Your task: Keeping each line exactly as it is, output all of the records.

++++

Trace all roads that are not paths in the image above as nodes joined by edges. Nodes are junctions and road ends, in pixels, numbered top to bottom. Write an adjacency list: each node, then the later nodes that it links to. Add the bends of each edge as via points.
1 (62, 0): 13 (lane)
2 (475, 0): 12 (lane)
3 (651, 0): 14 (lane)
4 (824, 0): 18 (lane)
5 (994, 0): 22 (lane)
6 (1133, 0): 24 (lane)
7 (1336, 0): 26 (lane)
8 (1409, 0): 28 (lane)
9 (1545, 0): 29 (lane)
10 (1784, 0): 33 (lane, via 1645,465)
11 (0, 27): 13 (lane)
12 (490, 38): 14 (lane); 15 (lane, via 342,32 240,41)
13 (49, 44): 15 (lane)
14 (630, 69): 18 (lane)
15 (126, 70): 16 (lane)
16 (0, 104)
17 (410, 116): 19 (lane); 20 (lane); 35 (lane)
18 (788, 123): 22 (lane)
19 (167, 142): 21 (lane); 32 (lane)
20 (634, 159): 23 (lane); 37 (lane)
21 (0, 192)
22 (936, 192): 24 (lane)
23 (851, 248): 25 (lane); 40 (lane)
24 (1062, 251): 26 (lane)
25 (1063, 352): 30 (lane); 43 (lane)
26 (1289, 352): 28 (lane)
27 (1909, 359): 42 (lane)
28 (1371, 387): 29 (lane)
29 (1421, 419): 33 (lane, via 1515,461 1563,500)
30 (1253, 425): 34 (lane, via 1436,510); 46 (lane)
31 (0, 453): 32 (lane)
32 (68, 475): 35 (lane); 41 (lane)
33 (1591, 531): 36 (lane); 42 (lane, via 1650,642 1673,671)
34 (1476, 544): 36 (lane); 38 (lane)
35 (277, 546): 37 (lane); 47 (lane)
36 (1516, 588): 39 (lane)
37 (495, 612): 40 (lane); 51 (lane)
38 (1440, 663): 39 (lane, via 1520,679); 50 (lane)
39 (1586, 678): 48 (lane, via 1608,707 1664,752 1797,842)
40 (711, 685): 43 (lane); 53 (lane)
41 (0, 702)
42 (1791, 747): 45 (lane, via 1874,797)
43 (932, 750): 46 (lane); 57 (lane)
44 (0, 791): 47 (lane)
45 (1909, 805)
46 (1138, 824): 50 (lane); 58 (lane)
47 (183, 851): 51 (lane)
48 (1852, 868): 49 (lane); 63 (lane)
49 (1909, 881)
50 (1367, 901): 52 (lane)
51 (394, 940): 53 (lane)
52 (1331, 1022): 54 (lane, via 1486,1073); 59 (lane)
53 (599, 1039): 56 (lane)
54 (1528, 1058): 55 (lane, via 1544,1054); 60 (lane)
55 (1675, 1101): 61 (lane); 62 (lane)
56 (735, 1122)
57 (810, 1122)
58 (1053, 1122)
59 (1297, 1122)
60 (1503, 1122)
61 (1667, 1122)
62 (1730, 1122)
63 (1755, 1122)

++++

The completed task:
Trace all roads that are not paths in the image above as nodes joined by edges. Nodes are junctions and road ends, in pixels, numbered top to bottom. Write an adjacency list: each node, then the later nodes that it links to. Add the bends of each edge as via points.
1 (62, 0): 13 (lane)
2 (475, 0): 12 (lane)
3 (651, 0): 14 (lane)
4 (824, 0): 18 (lane)
5 (994, 0): 22 (lane)
6 (1133, 0): 24 (lane)
7 (1336, 0): 26 (lane)
8 (1409, 0): 28 (lane)
9 (1545, 0): 29 (lane)
10 (1784, 0): 33 (lane, via 1645,465)
11 (0, 27): 13 (lane)
12 (490, 38): 14 (lane); 15 (lane, via 342,32 240,41)
13 (49, 44): 15 (lane)
14 (630, 69): 18 (lane)
15 (126, 70): 16 (lane)
16 (0, 104)
17 (410, 116): 19 (lane); 20 (lane); 35 (lane)
18 (788, 123): 22 (lane)
19 (167, 142): 21 (lane); 32 (lane)
20 (634, 159): 23 (lane); 37 (lane)
21 (0, 192)
22 (936, 192): 24 (lane)
23 (851, 248): 25 (lane); 40 (lane)
24 (1062, 251): 26 (lane)
25 (1063, 352): 30 (lane); 43 (lane)
26 (1289, 352): 28 (lane)
27 (1909, 359): 42 (lane)
28 (1371, 387): 29 (lane)
29 (1421, 419): 33 (lane, via 1515,461 1563,500)
30 (1253, 425): 34 (lane, via 1436,510); 46 (lane)
31 (0, 453): 32 (lane)
32 (68, 475): 35 (lane); 41 (lane)
33 (1591, 531): 36 (lane); 42 (lane, via 1650,642 1673,671)
34 (1476, 544): 36 (lane); 38 (lane)
35 (277, 546): 37 (lane); 47 (lane)
36 (1516, 588): 39 (lane)
37 (495, 612): 40 (lane); 51 (lane)
38 (1440, 663): 39 (lane, via 1520,679); 50 (lane)
39 (1586, 678): 48 (lane, via 1608,707 1664,752 1797,842)
40 (711, 685): 43 (lane); 53 (lane)
41 (0, 702)
42 (1791, 747): 45 (lane, via 1874,797)
43 (932, 750): 46 (lane); 57 (lane)
44 (0, 791): 47 (lane)
45 (1909, 805)
46 (1138, 824): 50 (lane); 58 (lane)
47 (183, 851): 51 (lane)
48 (1852, 868): 49 (lane); 63 (lane)
49 (1909, 881)
50 (1367, 901): 52 (lane)
51 (394, 940): 53 (lane)
52 (1331, 1022): 54 (lane, via 1486,1073); 59 (lane)
53 (599, 1039): 56 (lane)
54 (1528, 1058): 55 (lane, via 1544,1054); 60 (lane)
55 (1675, 1101): 61 (lane); 62 (lane)
56 (735, 1122)
57 (810, 1122)
58 (1053, 1122)
59 (1297, 1122)
60 (1503, 1122)
61 (1667, 1122)
62 (1730, 1122)
63 (1755, 1122)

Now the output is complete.